After turning Bill’s boxy flattop into an incredibly crisp, military-looking haircut, Mr. Walt said, "I believe you’re next."

I was expecting it. As soon as I sat in the chair, Walt said, "Gonna follow Bill’s lead and get a flattop? I really think you should."

I looked at Bill, thinking, "He really does look amazing. I wonder if I would look that good?" I thought for a second. I shook my head. "No, sir. Like the scripture says, ‘Almost thou persuadest me…’but I’m going to keep my look for now. Tighten me up, good and tight."

Walt frowned. "It’s your loss." I heard the clack of the clippers, and felt them going up the side of my head. I think I enjoyed my second haircut more than the first, because I knew Mom wasn’t going to say a word about it.

I caught Bill staring at himself in the mirror. "What do you think about your new look?"
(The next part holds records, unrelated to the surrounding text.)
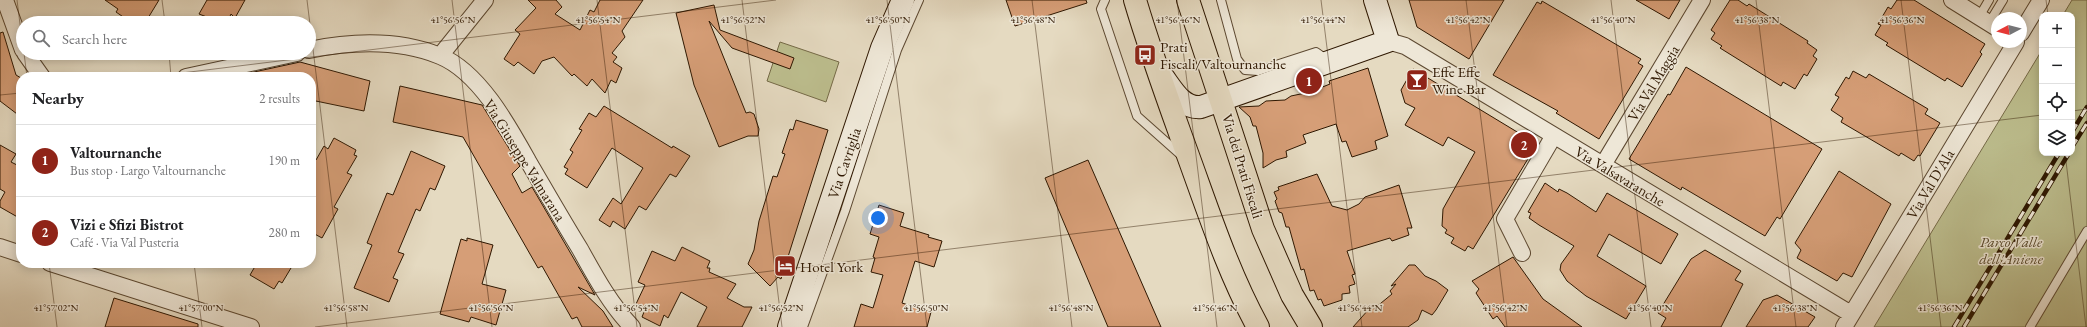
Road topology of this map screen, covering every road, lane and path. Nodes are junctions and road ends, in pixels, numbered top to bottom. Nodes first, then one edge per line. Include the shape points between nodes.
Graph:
1 (5, 0) edge
2 (485, 0) edge
3 (903, 0) edge
4 (919, 0) edge
5 (1105, 0) edge
6 (1135, 0) edge
7 (1188, 0) edge
8 (1221, 0) edge
9 (1375, 0) edge
10 (1702, 0) edge
11 (1952, 0) edge
12 (1989, 0) edge
13 (2003, 0) edge
14 (2041, 0) edge
15 (1988, 22) edge
16 (2027, 23) edge
17 (16, 31) edge
18 (1388, 41) junction
19 (2012, 48) edge
20 (316, 49) edge
21 (440, 56) junction
22 (30, 60) edge
23 (265, 60) edge
24 (1329, 62) junction
25 (1156, 67) junction
26 (38, 72) edge
27 (209, 72) edge
28 (1222, 99) junction
29 (1553, 137) junction
30 (1191, 163) junction
31 (1603, 165) junction
32 (2087, 232) edge
33 (0, 247) edge
34 (16, 252) edge
35 (1522, 253) dead end
36 (66, 268) edge
37 (1847, 321) edge
38 (251, 327) edge
39 (632, 327) edge
40 (789, 327) edge
41 (803, 327) edge
42 (1258, 327) edge
43 (1310, 327) edge
44 (2030, 327) edge

1 - 17 street
2 - 21 street
3 - 40 street, Via Cavriglia via 882,48
4 - 41 lane via 897,50 845,211
5 - 30 lane via 1101,9 1137,116
6 - 25 main road
7 - 28 main road, Via dei Prati Fiscali
8 - 24 lane via 1238,58 1245,70 1258,71 1316,52
9 - 18 street
10 - 31 street, Via Val Maggia
11 - 15 street
12 - 15 lane
13 - 15 lane
14 - 16 street
18 - 24 street
18 - 29 street, Via Valsavaranche via 1405,46
19 - 37 street, Via Val D'Ala
20 - 21 street, Via Giuseppe Valmarana via 375,43 397,44
21 - 39 street, Via Giuseppe Valmarana via 464,72 498,111 601,285
22 - 26 street
23 - 27 street
24 - 28 street
25 - 28 street via 1186,104 1201,107
25 - 30 main road
28 - 43 main road, Via dei Prati Fiscali via 1263,229
29 - 31 street, Via Valsavaranche
29 - 35 street via 1505,218
30 - 42 main road via 1223,254
31 - 37 street, Via Valsavaranche
32 - 44 lane
33 - 34 street
36 - 38 street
"I was just trying to figure that out. The hell of it is, I don’t know. What do you think?"

"I was thinking the same thing. I thought the boxy flat gave you a more youthful look. This new cut makes you look like a real badass. I just can’t decide if that’s a good thing or a bad thing."

He grinned. "What are you doing? Trying to overwhelm with the thoroughness of your reasoning? First you tell me my grey doesn’t show. Now you say I look like a badass. From my perspective, that’s two good things." He looked at himself in the mirror again. "Looking like a badass ain’t a bad thing when you’re dealing with a bunch of god-damned roughnecks all day." He rubbed his head. "I was planning on going back to my old style when you go home, but now you’re making me wonder if that’s a good idea."

On the drive to work, Bill said, "R. W. I’ve got a question for you. Do you know why in hell your parents just gave you initials? That’s always seemed so strange to me."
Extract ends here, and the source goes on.